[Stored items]
[Start of Attachment]
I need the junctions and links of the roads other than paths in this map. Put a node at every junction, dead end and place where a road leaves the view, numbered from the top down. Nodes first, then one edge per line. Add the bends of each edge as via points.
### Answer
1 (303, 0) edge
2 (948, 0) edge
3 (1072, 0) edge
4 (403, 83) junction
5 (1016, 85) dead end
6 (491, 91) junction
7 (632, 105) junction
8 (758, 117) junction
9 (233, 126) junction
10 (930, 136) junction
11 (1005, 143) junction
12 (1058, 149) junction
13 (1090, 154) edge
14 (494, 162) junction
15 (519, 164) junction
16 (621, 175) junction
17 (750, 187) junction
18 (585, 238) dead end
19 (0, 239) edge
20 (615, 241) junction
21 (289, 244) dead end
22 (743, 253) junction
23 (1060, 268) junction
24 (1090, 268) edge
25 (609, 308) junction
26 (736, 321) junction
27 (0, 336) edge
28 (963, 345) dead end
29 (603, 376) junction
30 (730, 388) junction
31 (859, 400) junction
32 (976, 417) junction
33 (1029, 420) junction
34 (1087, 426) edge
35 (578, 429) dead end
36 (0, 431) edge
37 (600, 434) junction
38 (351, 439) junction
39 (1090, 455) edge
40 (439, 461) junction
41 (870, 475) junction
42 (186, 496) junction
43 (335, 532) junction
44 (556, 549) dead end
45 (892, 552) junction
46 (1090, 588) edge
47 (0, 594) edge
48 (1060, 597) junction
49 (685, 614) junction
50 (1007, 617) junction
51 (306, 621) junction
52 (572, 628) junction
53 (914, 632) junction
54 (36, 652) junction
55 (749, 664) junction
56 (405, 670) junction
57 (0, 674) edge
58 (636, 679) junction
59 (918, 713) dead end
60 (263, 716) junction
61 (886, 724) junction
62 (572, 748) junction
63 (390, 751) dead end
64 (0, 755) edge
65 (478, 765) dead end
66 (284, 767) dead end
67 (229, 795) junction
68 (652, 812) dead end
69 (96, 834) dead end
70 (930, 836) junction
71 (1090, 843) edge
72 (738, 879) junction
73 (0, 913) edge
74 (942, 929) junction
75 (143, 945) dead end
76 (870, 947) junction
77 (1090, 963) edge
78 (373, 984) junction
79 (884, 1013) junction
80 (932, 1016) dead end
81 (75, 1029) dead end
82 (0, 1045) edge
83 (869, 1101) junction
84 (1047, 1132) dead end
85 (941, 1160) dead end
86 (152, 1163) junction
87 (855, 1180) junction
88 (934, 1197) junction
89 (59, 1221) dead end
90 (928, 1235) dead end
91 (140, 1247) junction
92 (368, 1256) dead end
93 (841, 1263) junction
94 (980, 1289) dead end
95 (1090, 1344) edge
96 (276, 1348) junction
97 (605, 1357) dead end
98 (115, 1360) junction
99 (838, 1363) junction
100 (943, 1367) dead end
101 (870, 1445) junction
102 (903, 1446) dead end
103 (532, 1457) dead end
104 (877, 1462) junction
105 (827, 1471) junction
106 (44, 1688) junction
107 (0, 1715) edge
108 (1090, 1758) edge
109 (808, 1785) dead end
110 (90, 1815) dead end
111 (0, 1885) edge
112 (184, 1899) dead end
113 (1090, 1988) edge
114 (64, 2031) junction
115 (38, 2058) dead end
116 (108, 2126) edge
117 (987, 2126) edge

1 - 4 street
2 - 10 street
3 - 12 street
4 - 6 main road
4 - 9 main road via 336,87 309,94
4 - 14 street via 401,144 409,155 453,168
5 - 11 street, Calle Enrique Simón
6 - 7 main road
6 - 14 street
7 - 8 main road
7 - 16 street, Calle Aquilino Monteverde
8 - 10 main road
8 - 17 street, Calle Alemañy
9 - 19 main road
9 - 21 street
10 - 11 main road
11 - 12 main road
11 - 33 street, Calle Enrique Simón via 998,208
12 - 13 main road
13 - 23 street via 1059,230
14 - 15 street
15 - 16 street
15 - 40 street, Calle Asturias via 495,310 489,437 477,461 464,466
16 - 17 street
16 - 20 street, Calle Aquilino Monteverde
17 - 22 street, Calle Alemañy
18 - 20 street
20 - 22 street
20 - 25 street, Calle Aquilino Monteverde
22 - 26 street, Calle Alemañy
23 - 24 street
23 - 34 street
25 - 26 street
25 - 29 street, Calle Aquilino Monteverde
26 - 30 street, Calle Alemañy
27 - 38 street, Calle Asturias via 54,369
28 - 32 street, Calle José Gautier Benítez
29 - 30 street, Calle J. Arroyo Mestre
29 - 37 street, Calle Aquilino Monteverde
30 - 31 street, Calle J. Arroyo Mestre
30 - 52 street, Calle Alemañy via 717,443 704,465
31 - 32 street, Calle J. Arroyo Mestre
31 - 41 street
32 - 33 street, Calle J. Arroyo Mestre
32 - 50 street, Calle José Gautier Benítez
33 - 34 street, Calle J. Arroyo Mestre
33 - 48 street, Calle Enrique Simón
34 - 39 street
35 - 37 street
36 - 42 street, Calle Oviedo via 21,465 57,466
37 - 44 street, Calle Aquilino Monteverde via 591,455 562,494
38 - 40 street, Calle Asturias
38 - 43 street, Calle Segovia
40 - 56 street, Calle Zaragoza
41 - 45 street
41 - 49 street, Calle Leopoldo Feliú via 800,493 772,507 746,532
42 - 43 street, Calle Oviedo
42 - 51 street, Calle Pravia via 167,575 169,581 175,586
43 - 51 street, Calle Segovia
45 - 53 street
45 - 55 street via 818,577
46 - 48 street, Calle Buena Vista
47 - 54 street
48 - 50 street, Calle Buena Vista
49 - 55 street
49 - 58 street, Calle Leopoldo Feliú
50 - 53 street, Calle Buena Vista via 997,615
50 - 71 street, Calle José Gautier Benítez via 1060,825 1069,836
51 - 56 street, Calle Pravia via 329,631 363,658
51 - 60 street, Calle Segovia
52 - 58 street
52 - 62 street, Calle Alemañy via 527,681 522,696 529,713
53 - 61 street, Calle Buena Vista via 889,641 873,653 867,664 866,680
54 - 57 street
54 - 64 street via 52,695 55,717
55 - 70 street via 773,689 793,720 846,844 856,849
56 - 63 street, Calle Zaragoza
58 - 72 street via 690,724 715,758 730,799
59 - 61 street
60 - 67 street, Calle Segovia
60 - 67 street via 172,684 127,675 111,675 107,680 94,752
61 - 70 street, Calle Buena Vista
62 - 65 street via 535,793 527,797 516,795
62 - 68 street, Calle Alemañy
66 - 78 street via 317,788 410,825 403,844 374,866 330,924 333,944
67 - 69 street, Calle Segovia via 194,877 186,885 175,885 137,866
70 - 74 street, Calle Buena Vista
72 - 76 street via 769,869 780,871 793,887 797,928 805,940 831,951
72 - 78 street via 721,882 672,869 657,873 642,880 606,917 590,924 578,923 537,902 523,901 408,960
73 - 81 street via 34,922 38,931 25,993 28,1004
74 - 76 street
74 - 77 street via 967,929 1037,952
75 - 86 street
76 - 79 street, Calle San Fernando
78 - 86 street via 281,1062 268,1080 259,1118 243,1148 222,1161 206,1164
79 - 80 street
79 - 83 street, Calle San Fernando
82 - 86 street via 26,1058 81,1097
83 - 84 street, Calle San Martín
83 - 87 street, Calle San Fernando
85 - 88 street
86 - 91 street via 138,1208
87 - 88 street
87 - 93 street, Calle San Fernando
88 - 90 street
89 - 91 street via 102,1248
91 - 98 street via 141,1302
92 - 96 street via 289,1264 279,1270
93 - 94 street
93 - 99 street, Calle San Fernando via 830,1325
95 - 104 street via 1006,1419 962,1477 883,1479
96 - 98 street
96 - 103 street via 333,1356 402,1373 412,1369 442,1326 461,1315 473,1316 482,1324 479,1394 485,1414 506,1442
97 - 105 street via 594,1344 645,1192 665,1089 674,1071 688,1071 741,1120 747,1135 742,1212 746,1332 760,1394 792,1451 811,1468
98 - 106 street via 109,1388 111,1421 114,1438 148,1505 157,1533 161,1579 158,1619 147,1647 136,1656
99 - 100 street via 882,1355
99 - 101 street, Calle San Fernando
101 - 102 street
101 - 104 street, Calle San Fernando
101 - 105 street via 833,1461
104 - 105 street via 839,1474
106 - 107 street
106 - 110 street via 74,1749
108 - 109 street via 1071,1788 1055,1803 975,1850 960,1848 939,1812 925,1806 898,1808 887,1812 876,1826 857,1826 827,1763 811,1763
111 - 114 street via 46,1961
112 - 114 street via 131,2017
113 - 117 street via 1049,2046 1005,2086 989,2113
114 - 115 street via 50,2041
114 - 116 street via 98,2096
[End of Attachment]
ACTIVITY: Please give the number of lines in the data above that hold "Arroyo", and write nothing else.

EXERCISE RESULT: 5